There is another layer of complexity added as the nonblocking MPI communications must be synchronized on the CPU side as well. This requires much more elaborate code from the outset, compared to using NCCL. However, with MPI communications being CPU-initiated, there often is no hardware resource that automatically makes the communications truly asynchronous.
You can spawn CPU threads to ensure communications progress if your application has CPU cores to spend, but that again increases code complexity. Otherwise, the communication might only take place when the process enters MPI_Wait, which offers no advantage over using blocking calls.
Another difference to be aware of is that for reductions, the data is summed up on the CPU. In the case where your single-threaded CPU memory bandwidth is lower than the network bandwidth, this can be an unexpected bottleneck as well.
NCCL, on the other hand, uses the GPU for summations and is aware of the topology. Intranode, it can use available NVLink connections and optimizes internode communication using Mellanox Ethernet, InfiniBand, or similar fabrics.
A hafnia crystal is built from two elements: hafnium (Hf) and oxygen (O). In an ideal system free from dopants or vacancies, for each Hf atom, there will be two O atoms. The minimum number of atoms to describe the structure of the infinitely extended crystal required is four Hf (yellowish) and eight O (red) atoms. Figure 2 shows the structure.
The box wireframe designates the so-called unit cell. It is repeated in all three dimensions of space to yield the infinitely extended crystal. The picture alludes to that by duplicating the atoms O5, O6, O7, and O8 outside of the unit cell to show their respective bonds to the Hf atoms. This cell has a dimension of 51.4 by 51.9 by 53.2 nm. This is not a perfect cuboid because one of its angles is 99.7° instead of 90°.

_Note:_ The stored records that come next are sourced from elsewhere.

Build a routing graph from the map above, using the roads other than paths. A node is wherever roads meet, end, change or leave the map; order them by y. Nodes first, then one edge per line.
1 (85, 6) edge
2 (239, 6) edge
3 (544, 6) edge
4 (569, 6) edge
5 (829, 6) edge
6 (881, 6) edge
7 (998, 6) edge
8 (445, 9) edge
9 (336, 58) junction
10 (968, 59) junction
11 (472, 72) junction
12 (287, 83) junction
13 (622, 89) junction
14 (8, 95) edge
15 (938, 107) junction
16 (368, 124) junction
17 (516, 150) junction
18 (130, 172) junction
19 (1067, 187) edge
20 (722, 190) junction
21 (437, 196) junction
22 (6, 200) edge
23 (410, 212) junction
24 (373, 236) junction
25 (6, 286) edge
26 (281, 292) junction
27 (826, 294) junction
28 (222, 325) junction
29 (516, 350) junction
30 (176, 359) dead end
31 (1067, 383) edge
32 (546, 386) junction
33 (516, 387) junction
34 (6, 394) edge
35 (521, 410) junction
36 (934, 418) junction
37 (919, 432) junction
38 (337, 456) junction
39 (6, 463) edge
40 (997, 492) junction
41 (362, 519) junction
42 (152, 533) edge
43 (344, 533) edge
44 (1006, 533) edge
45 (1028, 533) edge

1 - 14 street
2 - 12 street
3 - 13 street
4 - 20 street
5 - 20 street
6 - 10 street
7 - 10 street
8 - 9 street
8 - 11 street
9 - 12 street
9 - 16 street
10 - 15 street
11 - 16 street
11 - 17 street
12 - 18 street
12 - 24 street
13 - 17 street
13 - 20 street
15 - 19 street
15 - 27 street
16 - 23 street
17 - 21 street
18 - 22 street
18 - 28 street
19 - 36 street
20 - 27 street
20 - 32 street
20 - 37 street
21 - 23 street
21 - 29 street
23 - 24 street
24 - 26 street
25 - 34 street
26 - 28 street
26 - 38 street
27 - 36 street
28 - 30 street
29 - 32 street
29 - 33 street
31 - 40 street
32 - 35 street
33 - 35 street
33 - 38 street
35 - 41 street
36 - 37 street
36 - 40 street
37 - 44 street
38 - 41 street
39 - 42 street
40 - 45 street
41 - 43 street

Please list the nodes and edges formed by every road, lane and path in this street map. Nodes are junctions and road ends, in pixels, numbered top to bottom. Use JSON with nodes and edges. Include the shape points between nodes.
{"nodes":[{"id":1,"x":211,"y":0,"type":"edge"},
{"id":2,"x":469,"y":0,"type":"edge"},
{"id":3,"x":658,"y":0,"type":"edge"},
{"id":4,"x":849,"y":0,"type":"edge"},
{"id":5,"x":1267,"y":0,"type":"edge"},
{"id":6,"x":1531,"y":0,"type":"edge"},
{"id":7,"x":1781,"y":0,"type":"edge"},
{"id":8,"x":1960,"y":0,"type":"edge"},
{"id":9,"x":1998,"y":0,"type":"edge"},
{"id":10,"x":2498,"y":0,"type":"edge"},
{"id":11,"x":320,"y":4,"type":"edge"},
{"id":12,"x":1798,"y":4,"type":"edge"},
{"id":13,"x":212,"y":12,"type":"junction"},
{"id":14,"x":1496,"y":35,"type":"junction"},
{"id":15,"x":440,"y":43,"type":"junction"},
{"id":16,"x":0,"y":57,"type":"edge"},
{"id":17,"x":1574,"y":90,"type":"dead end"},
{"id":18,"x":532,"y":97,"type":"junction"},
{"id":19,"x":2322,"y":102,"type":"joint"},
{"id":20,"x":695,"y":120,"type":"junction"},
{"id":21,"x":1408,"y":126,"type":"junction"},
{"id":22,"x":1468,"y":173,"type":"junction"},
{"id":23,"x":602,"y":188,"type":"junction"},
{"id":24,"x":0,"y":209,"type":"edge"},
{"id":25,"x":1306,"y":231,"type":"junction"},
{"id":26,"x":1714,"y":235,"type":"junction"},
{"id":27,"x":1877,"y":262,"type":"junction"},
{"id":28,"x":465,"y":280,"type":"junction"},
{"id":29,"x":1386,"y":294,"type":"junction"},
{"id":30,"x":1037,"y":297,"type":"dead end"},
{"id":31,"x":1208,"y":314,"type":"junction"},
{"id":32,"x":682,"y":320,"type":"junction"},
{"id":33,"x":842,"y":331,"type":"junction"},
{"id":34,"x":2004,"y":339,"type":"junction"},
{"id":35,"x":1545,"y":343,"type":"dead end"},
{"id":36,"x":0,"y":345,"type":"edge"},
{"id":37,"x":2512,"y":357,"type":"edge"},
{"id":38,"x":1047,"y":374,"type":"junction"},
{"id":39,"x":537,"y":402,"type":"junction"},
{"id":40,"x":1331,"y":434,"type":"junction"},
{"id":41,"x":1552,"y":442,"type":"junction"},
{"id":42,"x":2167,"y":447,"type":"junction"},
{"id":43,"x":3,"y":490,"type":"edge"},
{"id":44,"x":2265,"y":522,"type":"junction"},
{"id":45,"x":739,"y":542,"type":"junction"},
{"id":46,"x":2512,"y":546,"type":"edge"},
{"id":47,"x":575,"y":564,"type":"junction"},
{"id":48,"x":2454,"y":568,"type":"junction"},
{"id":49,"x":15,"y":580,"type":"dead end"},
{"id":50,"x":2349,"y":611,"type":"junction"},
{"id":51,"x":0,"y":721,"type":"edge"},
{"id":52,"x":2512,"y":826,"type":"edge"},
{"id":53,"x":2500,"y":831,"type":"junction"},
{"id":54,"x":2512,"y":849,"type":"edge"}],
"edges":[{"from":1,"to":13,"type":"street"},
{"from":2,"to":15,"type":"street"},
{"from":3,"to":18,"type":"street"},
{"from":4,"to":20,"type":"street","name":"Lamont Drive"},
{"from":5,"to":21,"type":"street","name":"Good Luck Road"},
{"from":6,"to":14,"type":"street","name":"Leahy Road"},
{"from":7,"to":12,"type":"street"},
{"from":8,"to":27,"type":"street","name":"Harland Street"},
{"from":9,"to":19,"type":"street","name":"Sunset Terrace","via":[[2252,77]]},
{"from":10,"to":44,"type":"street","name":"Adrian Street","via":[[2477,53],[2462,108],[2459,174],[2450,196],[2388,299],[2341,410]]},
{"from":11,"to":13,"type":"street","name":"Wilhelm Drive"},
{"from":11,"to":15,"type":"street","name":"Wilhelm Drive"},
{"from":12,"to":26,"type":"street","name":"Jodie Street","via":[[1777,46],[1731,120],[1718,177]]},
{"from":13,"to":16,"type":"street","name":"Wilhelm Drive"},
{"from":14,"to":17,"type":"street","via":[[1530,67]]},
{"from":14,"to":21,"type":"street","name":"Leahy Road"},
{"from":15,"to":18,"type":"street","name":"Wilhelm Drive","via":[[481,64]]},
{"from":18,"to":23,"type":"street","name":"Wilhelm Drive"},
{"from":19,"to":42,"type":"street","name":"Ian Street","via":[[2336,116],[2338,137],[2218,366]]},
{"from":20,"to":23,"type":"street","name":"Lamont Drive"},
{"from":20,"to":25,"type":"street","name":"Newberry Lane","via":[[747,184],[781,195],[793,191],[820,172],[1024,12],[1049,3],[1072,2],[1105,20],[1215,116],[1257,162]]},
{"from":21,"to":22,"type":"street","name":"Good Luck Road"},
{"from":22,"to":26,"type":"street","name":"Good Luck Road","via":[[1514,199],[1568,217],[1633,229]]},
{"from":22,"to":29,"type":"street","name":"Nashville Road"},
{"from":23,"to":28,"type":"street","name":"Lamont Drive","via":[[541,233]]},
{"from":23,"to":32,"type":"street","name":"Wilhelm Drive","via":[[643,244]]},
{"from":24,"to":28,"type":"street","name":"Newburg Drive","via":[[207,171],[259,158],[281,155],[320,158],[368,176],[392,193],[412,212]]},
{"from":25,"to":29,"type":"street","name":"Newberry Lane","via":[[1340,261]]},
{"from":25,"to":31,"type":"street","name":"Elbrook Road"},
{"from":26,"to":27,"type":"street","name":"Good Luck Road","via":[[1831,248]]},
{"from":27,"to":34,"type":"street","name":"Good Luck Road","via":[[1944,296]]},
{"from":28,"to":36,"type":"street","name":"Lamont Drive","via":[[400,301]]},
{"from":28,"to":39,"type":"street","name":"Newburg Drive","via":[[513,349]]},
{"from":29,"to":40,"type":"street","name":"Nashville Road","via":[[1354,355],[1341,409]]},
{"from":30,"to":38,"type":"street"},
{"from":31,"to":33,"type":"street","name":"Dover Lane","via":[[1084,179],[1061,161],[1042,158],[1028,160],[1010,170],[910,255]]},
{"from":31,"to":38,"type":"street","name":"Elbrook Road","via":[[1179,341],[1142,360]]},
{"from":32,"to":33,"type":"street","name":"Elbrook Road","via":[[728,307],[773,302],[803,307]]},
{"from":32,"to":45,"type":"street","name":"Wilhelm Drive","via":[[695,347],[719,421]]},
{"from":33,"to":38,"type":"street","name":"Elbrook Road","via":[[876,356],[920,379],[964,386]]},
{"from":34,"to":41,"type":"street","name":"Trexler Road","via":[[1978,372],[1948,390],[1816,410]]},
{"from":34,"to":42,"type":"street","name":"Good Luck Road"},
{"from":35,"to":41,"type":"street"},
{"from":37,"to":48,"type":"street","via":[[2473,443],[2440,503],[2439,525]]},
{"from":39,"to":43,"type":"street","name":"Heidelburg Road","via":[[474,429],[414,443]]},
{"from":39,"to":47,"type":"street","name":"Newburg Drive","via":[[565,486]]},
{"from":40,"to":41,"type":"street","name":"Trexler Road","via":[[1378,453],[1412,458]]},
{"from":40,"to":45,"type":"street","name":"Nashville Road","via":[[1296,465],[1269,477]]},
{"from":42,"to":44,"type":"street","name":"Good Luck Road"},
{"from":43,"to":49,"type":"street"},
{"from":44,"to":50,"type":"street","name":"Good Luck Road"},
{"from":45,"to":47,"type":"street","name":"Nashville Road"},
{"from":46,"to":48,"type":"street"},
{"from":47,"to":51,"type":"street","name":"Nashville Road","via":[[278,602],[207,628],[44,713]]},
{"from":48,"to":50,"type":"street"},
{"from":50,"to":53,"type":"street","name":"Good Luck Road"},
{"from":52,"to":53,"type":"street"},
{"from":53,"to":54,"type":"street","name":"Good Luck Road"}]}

The minimal model only treats the 12 atoms enclosed in the box in Figure 2 explicitly. However, you can also prolong the box in one or more directions of space by an integer multiple of the according edge and copy the structure of atoms into the newly created space. Such a result is called a supercell and can help to treat effects that are inaccessible within the minimal model, like a 1% vacancy of oxygen.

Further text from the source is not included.